§ Work instruction: Using the listing below, report each line holding the string "paths".

====================

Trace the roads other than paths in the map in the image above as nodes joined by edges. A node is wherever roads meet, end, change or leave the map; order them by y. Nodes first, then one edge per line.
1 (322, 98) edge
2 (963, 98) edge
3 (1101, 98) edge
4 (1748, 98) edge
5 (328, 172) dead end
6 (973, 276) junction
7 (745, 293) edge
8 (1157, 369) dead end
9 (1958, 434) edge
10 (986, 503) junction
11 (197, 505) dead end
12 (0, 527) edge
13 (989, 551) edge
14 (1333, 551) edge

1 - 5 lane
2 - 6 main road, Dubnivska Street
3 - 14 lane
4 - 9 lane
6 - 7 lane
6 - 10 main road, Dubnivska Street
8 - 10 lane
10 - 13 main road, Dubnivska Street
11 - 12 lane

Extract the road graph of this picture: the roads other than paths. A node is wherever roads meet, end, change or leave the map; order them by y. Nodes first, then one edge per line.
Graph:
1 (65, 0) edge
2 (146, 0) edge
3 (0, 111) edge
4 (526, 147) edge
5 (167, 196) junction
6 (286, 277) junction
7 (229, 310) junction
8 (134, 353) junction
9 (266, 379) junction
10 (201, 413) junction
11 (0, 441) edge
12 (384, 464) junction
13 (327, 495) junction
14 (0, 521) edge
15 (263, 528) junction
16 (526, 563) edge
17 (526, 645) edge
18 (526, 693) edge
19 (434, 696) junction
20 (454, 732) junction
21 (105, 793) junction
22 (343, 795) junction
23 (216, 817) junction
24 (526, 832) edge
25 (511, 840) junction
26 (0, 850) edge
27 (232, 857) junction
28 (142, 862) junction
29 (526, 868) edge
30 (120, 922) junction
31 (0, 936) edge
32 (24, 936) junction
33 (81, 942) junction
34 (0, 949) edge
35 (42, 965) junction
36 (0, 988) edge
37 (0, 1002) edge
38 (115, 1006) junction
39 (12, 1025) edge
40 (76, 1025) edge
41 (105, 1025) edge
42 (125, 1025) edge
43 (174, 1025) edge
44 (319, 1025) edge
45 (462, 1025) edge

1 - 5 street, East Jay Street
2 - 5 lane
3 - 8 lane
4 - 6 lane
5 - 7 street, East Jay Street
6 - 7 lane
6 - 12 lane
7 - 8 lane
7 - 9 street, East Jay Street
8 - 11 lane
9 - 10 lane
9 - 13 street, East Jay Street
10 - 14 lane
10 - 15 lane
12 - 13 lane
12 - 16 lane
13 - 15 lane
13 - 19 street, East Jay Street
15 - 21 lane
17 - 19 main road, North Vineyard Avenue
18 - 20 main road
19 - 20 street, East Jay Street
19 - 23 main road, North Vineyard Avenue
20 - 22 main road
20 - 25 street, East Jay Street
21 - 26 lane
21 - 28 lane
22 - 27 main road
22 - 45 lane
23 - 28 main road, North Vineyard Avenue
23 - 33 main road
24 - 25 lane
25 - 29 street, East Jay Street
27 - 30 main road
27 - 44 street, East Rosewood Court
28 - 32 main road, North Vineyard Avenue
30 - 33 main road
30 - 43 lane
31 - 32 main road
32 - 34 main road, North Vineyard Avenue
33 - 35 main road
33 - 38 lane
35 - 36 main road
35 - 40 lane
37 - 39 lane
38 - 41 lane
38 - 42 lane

====================

§ Result below:
Trace the roads other than paths in the map in the image above as nodes joined by edges. A node is wherever roads meet, end, change or leave the map; order them by y. Nodes first, then one edge per line.
Extract the road graph of this picture: the roads other than paths. A node is wherever roads meet, end, change or leave the map; order them by y. Nodes first, then one edge per line.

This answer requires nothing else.